### EXERCISE DIRECTIONS
The records below are to be copied exactly, with every picture left out.

### DATA PROVIDED
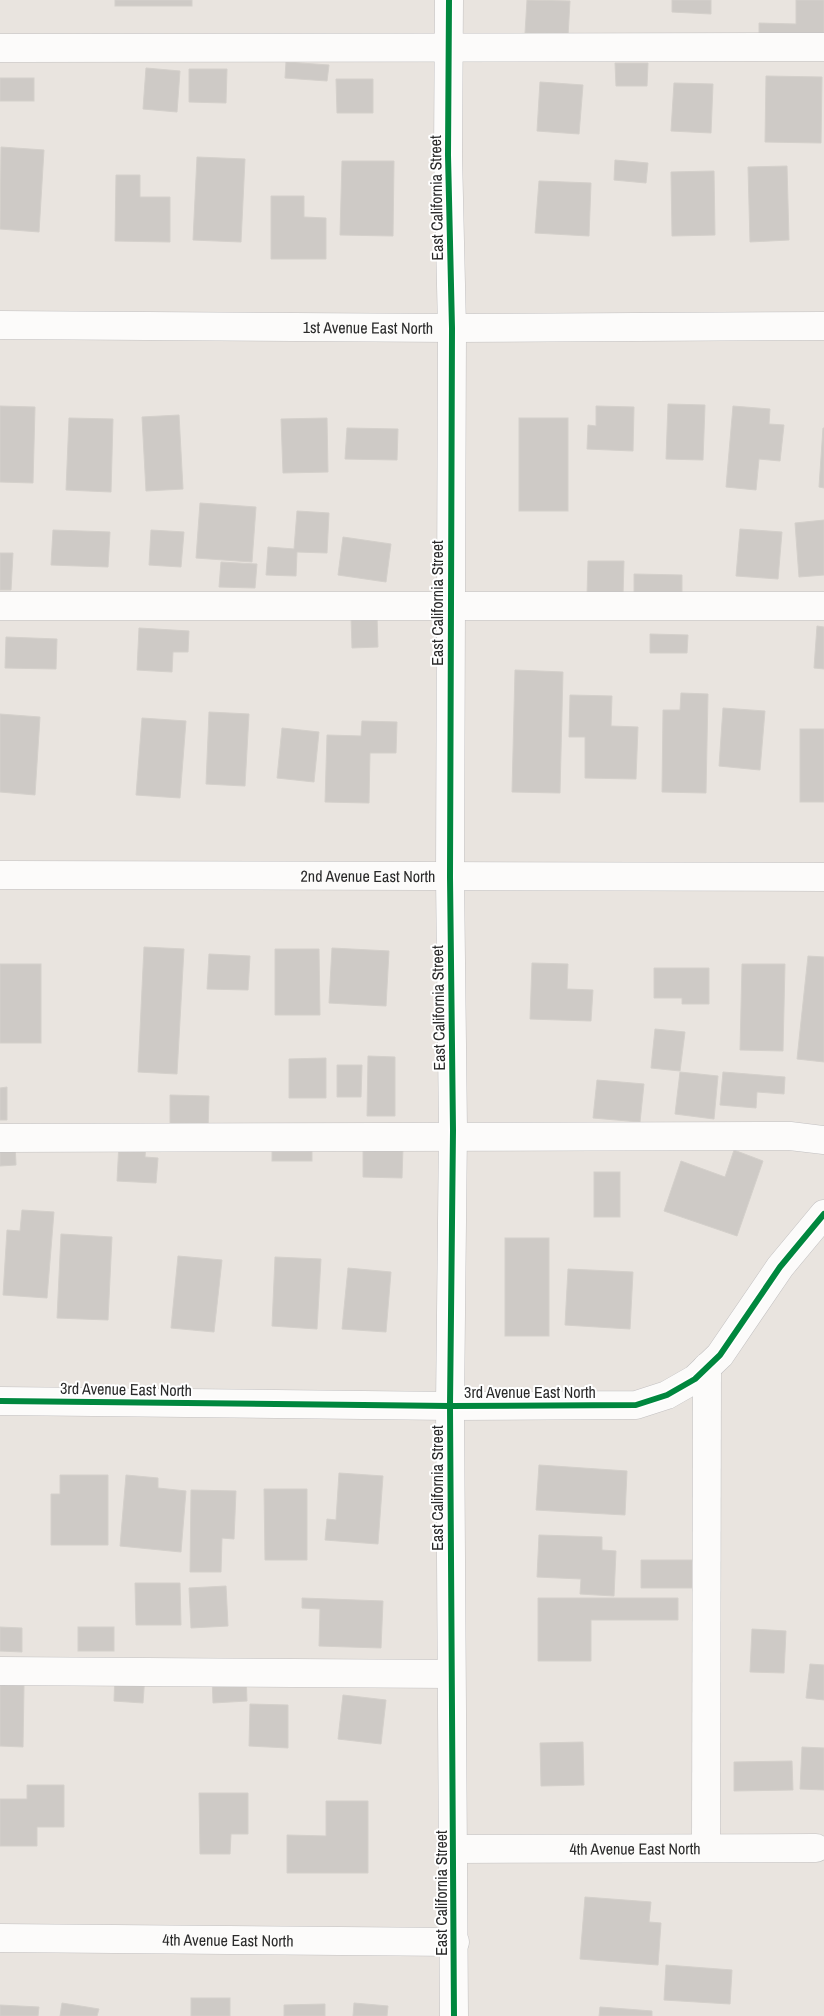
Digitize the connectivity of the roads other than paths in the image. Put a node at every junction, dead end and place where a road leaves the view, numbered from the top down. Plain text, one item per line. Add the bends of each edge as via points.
1 (449, 0) edge
2 (449, 47) junction
3 (824, 47) edge
4 (0, 48) edge
5 (0, 325) edge
6 (824, 326) edge
7 (452, 328) junction
8 (0, 606) edge
9 (451, 606) junction
10 (824, 606) edge
11 (0, 875) edge
12 (450, 877) junction
13 (824, 877) edge
14 (0, 1138) edge
15 (453, 1138) junction
16 (824, 1140) edge
17 (824, 1214) edge
18 (707, 1367) junction
19 (0, 1402) edge
20 (450, 1406) junction
21 (0, 1672) edge
22 (452, 1674) junction
23 (706, 1848) junction
24 (816, 1848) dead end
25 (455, 1849) junction
26 (0, 1938) edge
27 (455, 1942) junction
28 (454, 2016) edge

1 - 2 street, East California Street
2 - 3 street
2 - 4 street
2 - 7 street, East California Street
5 - 7 street, 1st Avenue East North
6 - 7 street, 1st Avenue East North
7 - 9 street, East California Street
8 - 9 street
9 - 10 street
9 - 12 street, East California Street
11 - 12 street, 2nd Avenue East North
12 - 13 street, 2nd Avenue East North
12 - 15 street, East California Street
14 - 15 street
15 - 16 street via 790,1136
15 - 20 street, East California Street
17 - 18 street, 3rd Avenue East North via 780,1267 720,1355
18 - 20 street, 3rd Avenue East North via 695,1379 667,1395 636,1405
18 - 23 street
19 - 20 street, 3rd Avenue East North
20 - 22 street, East California Street
21 - 22 street
22 - 25 street, East California Street
23 - 24 street, 4th Avenue East North
23 - 25 street, 4th Avenue East North
25 - 27 street, East California Street
26 - 27 street, 4th Avenue East North
27 - 28 street, East California Street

### RESPONSE
Digitize the connectivity of the roads other than paths in the image. Put a node at every junction, dead end and place where a road leaves the view, numbered from the top down. Plain text, one item per line. Add the bends of each edge as via points.
1 (449, 0) edge
2 (449, 47) junction
3 (824, 47) edge
4 (0, 48) edge
5 (0, 325) edge
6 (824, 326) edge
7 (452, 328) junction
8 (0, 606) edge
9 (451, 606) junction
10 (824, 606) edge
11 (0, 875) edge
12 (450, 877) junction
13 (824, 877) edge
14 (0, 1138) edge
15 (453, 1138) junction
16 (824, 1140) edge
17 (824, 1214) edge
18 (707, 1367) junction
19 (0, 1402) edge
20 (450, 1406) junction
21 (0, 1672) edge
22 (452, 1674) junction
23 (706, 1848) junction
24 (816, 1848) dead end
25 (455, 1849) junction
26 (0, 1938) edge
27 (455, 1942) junction
28 (454, 2016) edge

1 - 2 street, East California Street
2 - 3 street
2 - 4 street
2 - 7 street, East California Street
5 - 7 street, 1st Avenue East North
6 - 7 street, 1st Avenue East North
7 - 9 street, East California Street
8 - 9 street
9 - 10 street
9 - 12 street, East California Street
11 - 12 street, 2nd Avenue East North
12 - 13 street, 2nd Avenue East North
12 - 15 street, East California Street
14 - 15 street
15 - 16 street via 790,1136
15 - 20 street, East California Street
17 - 18 street, 3rd Avenue East North via 780,1267 720,1355
18 - 20 street, 3rd Avenue East North via 695,1379 667,1395 636,1405
18 - 23 street
19 - 20 street, 3rd Avenue East North
20 - 22 street, East California Street
21 - 22 street
22 - 25 street, East California Street
23 - 24 street, 4th Avenue East North
23 - 25 street, 4th Avenue East North
25 - 27 street, East California Street
26 - 27 street, 4th Avenue East North
27 - 28 street, East California Street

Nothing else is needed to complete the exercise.